Segment Start: Supplied material

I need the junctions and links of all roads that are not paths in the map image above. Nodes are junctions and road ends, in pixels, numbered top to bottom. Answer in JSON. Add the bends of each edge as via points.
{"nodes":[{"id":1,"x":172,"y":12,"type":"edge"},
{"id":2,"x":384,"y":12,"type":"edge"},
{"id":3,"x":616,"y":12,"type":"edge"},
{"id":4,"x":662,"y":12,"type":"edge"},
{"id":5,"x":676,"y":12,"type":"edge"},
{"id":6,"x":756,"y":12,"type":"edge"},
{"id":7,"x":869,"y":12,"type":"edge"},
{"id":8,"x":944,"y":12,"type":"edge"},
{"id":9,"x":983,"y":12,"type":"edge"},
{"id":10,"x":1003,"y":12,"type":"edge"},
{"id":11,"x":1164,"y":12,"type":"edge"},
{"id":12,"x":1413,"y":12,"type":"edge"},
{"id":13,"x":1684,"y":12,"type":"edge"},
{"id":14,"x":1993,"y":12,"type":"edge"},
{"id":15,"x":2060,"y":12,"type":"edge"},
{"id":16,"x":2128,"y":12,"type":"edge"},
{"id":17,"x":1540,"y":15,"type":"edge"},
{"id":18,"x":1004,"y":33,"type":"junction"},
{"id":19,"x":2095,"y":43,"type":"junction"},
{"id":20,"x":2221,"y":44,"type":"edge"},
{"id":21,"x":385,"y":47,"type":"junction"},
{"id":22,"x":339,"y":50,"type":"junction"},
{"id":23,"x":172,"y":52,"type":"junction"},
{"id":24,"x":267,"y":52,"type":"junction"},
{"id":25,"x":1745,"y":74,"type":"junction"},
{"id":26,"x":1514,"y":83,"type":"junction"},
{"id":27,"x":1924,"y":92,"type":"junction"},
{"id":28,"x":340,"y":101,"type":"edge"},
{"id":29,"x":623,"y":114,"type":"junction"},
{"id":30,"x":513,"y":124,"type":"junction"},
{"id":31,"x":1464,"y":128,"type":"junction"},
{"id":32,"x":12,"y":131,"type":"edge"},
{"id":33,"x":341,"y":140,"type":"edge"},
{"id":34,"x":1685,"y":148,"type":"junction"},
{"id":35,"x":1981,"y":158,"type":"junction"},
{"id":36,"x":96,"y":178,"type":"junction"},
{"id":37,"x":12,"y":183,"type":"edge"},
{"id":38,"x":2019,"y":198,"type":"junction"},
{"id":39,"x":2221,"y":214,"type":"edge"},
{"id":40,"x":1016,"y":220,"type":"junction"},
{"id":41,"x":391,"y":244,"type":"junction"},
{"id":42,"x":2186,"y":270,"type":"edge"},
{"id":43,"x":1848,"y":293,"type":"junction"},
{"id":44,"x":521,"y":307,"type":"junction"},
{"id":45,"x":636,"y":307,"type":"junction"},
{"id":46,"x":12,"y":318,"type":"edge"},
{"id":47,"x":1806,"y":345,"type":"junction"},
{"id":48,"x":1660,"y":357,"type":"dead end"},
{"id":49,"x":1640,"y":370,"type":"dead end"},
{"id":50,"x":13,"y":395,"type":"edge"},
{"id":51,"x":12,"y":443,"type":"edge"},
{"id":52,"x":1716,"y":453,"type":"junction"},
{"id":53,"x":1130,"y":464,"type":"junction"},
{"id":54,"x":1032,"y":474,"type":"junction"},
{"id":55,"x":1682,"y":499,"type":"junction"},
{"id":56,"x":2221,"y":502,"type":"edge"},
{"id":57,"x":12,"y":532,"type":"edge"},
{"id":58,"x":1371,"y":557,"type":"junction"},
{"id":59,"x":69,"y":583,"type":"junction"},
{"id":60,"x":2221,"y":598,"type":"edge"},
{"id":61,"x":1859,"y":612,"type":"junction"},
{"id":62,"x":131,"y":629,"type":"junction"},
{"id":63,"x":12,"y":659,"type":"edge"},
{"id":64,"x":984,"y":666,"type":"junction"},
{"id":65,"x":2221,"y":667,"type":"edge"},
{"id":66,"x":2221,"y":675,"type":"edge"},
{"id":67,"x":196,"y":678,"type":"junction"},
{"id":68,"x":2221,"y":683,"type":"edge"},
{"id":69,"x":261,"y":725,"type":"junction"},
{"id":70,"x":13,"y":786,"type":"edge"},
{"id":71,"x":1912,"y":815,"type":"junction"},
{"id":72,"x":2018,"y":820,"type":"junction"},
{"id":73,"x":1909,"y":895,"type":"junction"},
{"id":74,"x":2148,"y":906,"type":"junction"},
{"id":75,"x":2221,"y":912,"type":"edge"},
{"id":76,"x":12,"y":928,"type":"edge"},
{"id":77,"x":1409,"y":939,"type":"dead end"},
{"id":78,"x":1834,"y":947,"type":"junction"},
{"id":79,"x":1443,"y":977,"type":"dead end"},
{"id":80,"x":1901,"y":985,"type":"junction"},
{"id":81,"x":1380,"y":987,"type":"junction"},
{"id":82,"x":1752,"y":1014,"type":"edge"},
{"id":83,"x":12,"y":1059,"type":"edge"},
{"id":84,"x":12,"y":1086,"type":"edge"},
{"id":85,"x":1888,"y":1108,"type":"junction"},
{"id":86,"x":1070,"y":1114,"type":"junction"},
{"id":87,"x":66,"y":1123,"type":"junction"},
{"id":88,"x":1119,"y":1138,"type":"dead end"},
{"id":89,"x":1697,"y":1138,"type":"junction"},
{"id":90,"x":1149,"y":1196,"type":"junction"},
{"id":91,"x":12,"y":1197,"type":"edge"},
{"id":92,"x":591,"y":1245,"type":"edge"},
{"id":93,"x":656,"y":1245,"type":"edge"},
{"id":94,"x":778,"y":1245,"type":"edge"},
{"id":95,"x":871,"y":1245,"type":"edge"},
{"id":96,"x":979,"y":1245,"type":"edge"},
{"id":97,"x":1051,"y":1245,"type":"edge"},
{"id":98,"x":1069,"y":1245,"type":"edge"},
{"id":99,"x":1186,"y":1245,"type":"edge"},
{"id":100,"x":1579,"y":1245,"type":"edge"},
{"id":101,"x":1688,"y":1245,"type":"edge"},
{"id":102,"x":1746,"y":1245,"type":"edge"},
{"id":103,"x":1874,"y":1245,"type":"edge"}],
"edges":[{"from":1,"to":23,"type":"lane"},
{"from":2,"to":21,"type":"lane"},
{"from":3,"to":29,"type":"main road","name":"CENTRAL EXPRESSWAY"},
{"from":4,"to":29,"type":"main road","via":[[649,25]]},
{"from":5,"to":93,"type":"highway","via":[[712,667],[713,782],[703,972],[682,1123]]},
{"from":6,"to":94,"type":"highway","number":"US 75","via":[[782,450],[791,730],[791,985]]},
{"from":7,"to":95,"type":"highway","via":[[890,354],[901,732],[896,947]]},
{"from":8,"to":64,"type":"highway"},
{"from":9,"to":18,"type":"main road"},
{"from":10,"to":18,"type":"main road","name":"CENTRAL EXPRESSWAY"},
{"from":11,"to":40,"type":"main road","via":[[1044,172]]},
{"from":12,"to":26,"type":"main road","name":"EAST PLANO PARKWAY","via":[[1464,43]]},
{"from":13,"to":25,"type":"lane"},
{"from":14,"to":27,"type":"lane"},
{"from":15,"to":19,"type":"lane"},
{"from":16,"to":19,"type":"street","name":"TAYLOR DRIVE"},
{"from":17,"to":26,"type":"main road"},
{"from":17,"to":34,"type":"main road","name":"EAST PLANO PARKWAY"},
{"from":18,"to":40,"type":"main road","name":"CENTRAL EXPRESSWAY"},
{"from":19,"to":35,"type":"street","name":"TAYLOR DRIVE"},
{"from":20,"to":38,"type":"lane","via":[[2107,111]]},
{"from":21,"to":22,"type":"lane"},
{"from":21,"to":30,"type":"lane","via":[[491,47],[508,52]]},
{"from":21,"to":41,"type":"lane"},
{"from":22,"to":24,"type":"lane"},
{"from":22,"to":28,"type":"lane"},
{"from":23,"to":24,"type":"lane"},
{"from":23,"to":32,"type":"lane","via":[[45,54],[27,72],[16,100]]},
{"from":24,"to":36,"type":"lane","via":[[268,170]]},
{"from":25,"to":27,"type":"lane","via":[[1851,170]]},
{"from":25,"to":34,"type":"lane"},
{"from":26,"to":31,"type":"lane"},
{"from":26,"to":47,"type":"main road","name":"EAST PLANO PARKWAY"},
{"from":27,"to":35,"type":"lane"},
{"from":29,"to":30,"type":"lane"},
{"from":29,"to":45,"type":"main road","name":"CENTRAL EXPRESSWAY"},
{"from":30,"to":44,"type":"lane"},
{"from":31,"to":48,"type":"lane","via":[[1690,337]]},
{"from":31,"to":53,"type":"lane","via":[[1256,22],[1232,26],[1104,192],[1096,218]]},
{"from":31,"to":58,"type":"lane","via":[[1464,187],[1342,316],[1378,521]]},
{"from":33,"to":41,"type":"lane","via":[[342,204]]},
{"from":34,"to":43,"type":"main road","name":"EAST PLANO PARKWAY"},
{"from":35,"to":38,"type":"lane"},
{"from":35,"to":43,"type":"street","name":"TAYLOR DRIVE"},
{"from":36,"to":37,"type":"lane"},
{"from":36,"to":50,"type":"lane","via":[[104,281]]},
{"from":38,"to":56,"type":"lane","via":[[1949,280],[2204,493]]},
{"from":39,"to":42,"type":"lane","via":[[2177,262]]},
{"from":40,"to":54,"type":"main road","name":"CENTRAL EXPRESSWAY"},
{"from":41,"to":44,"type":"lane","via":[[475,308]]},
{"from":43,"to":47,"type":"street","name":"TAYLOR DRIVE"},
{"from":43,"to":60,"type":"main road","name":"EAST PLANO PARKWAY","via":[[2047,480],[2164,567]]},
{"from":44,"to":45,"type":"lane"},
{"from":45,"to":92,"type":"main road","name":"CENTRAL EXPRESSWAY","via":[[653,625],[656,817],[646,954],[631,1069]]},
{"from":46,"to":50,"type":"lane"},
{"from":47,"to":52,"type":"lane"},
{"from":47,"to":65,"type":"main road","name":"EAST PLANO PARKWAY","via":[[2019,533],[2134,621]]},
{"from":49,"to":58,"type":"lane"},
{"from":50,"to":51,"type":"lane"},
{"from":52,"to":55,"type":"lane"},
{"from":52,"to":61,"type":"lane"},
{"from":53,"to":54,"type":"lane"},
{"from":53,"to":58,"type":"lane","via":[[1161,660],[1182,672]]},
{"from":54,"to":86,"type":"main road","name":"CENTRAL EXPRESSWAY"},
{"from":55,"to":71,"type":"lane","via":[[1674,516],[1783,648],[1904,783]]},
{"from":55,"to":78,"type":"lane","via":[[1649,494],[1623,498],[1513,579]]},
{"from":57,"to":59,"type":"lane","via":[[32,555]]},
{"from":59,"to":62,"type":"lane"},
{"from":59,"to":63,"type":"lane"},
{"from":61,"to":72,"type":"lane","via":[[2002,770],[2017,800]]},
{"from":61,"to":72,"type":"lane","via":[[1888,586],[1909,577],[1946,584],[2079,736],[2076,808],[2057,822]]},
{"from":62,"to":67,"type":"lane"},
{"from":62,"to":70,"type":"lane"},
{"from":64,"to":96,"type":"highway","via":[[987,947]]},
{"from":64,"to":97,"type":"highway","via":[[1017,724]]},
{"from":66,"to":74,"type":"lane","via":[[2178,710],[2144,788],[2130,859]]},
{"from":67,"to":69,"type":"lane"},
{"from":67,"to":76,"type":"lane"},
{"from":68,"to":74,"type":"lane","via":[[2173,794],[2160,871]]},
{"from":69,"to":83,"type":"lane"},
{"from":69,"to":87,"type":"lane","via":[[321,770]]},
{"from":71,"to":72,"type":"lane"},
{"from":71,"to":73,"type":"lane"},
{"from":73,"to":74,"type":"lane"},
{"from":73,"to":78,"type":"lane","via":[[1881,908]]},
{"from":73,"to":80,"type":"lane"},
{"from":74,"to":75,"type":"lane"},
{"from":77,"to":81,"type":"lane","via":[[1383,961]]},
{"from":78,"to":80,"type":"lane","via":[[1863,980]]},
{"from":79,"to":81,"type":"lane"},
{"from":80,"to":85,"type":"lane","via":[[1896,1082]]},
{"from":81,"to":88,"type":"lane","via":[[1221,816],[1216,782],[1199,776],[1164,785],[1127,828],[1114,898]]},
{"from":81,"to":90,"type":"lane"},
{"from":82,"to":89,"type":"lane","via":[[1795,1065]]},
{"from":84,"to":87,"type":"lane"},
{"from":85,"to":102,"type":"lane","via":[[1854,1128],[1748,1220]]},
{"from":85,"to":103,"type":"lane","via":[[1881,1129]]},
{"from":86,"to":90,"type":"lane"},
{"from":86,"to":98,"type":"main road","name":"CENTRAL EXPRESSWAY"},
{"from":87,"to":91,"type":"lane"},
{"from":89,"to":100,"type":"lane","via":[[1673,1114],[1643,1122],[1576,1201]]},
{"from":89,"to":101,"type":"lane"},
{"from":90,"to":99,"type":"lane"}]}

Segment End: Supplied material

* _Work to complete_: When a line holds the string "PLANO", pull it out of the listing.

* _Result for this task_:
{"from":12,"to":26,"type":"main road","name":"EAST PLANO PARKWAY","via":[[1464,43]]},
{"from":17,"to":34,"type":"main road","name":"EAST PLANO PARKWAY"},
{"from":26,"to":47,"type":"main road","name":"EAST PLANO PARKWAY"},
{"from":34,"to":43,"type":"main road","name":"EAST PLANO PARKWAY"},
{"from":43,"to":60,"type":"main road","name":"EAST PLANO PARKWAY","via":[[2047,480],[2164,567]]},
{"from":47,"to":65,"type":"main road","name":"EAST PLANO PARKWAY","via":[[2019,533],[2134,621]]},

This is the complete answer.